How today’s Baby Boomers are redefining geriatric care

By Anastasia Climan, RDN, CD-N | Fact-checked by Jessica Wrubel
Published April 12, 2023

Key Takeaways

  • Baby Boomers want social connection but generally have fewer children and are less likely to be married or connected to a religious group than previous generations.

  • Living with longstanding chronic disease contributes to complications as Baby Boomers age.

  • Many Baby Boomers use social media or go to a health club to socialize, and either avenue could provide accountability for an active lifestyle.

People born between 1944 to 1965 represent a significant portion of the patient population. But not all “Baby Boomers” are alike. Understanding the unique concerns, characteristics, and values of this age group isn’t easy since they’re one of the largest and most diverse generations ever.[]

Economic status, cultural background, family dynamics, and gender account for many differences among individual Baby Boomers. Nonetheless, some universal physical and social aspects of aging serve as unifying factors across the cohort. Rather than trying to stereotype this eclectic group of Americans, taking the time to learn what’s important to each patient will give you the insight to best meet their needs.

Challenges Baby Boomer patients face

Baby Boomers are in a stage of life where they often juggle several demands while adjusting to big changes.

Many boomers are caregiving for one or more family members, such as a spouse, sibling, elderly parent, or adult child with disabilities.

Boomers overall have had fewer children than parents of earlier generations. They’re also less likely to be currently married or have a religious affiliation, which may leave them with fewer supports.[]
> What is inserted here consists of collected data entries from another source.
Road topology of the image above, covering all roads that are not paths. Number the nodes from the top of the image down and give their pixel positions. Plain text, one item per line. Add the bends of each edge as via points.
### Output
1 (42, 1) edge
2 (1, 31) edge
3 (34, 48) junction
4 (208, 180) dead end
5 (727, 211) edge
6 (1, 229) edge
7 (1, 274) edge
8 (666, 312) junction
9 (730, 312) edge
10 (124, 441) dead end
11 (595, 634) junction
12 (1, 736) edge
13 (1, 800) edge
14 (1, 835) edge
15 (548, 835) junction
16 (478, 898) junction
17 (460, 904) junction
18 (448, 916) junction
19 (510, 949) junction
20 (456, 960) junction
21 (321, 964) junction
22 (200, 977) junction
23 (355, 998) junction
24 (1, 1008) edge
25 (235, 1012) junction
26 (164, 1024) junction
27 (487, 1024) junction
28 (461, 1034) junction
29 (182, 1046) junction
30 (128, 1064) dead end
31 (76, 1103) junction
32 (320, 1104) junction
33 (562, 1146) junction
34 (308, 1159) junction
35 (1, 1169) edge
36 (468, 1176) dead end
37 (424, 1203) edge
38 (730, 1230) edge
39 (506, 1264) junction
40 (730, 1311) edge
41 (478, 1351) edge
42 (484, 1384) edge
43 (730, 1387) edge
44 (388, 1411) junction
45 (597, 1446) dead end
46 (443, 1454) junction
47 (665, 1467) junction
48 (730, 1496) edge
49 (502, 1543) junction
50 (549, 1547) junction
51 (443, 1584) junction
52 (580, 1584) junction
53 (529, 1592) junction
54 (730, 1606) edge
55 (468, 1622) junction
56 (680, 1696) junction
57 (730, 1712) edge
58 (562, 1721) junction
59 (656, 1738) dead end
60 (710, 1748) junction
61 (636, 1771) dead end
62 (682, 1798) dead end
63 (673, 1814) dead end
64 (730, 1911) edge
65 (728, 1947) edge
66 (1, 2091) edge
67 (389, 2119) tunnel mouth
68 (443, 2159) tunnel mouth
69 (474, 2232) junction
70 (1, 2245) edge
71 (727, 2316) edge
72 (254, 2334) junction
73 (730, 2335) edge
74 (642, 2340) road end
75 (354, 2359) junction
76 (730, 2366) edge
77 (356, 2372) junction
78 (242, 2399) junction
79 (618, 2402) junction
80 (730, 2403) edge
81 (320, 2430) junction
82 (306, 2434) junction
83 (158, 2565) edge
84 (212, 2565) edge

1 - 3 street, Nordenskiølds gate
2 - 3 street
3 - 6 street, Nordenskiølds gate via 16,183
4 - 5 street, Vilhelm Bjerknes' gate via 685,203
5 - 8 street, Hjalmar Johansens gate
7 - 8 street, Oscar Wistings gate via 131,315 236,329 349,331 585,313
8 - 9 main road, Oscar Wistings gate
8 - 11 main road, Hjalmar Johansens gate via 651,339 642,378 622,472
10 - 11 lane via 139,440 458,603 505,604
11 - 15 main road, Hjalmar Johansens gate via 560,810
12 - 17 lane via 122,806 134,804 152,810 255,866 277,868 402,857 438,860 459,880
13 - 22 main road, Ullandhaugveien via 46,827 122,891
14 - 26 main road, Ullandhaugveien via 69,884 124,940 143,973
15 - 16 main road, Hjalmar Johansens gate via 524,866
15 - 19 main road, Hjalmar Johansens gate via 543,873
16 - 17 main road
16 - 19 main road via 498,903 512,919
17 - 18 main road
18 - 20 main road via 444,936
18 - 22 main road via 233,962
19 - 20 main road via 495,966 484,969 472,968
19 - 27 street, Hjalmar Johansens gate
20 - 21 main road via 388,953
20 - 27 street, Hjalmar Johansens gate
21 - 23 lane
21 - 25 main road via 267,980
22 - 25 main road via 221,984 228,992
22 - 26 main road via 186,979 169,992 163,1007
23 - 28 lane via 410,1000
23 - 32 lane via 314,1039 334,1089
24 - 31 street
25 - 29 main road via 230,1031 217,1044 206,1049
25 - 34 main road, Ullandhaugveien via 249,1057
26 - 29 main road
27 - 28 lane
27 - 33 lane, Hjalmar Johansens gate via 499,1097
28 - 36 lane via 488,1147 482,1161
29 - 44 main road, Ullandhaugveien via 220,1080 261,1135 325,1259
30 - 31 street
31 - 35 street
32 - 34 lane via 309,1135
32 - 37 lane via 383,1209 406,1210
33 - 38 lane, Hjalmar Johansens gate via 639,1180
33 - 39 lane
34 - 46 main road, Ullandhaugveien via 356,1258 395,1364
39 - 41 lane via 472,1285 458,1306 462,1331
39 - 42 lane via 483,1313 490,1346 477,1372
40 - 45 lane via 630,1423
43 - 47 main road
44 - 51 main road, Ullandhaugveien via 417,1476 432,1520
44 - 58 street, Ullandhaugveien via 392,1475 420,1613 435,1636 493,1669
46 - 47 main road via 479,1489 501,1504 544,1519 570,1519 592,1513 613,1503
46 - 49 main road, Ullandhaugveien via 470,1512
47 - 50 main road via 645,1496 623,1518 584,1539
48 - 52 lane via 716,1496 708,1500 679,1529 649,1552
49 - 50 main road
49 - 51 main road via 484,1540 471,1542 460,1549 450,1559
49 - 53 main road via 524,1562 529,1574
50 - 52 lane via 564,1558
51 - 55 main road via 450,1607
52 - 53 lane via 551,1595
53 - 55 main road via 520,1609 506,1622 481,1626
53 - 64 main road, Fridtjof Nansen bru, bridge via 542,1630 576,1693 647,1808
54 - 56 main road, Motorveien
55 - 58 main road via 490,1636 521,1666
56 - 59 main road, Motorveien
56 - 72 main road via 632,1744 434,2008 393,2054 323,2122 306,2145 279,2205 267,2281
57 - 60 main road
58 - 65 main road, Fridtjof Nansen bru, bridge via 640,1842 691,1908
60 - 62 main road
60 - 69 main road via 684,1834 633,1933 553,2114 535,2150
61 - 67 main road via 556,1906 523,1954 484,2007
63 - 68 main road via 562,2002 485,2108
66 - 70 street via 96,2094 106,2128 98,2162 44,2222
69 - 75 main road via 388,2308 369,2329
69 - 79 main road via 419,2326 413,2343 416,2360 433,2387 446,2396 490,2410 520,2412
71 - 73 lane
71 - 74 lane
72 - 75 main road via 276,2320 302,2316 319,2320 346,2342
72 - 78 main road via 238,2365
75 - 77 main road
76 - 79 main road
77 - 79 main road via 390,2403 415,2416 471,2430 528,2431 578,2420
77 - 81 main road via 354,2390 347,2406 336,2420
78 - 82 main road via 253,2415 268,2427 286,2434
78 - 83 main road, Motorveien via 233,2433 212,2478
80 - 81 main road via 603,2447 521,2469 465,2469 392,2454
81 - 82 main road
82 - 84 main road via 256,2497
Your Baby Boomer patients may struggle with tough choices around retirement and the impact of career changes on their social life, finances, healthcare coverage, and living situation. While some Baby Boomers have a deeper focus on health and wellness than earlier generations, the majority of today’s older adults have also lived for decades with obesity and chronic diseases. Unfortunately, complications can mean these conditions take an increasingly significant toll with each passing year.

The combined effect of shrinking social supports and greater rates of inactivity, diabetes, and hypertension put Baby Boomers at risk for depression, loneliness, and cognitive decline. Therefore, it’s critical to screen for psychosocial and physical factors that contribute to progressive health problems when caring for this generation.

What Baby Boomers want

Baby Boomers have witnessed pivotal shifts in society and technology over the course of their lifetimes. Overall, this group has higher rates of education which influence their lifestyle choices and health behaviors.

There’s a shared desire for social relationships which Baby Boomers seek out in various places. Those who remain partnered express the desire for continued intimacy as they select long-term care settings.[] Additionally, studies show that Baby Boomers spend just as much time on Facebook as Millennials. However, contrary to their younger counterparts, Baby Boomers with active in-person social lives use social media less. Instead, social media in this age group primarily helps compensate for loneliness or isolation.[]

As they approach retirement, many Baby Boomers are in search of ways to stay healthy and connected to others. Some of their preferred fitness activities include walking, stair climbing, aquatic exercise, Tai Chi, and stationary cycling. In addition, Boomers who join a health club typically maintain long-term memberships which they make good use of by visiting more frequently than members of other age groups.[]

If you have Baby Boomer patients who are sedentary, they may have peers who participate in walking groups, fitness classes, or a traditional gym who could pull them in to start a new habit and connect them to a community as well. You could also suggest online groups and social networks that provide accountability for regular exercise.

What this means for you

Getting to know more about your older patients’ social lives and technology use can help leverage their motivations and resources for healthy aging. Members of the Baby Boomer generation tend to have a lot on their plates, but many are also well-resourced in education and other skills. Tapping into their desires to be active and engaged can help ward off loneliness and chronic diseases that can catch up with people as they age.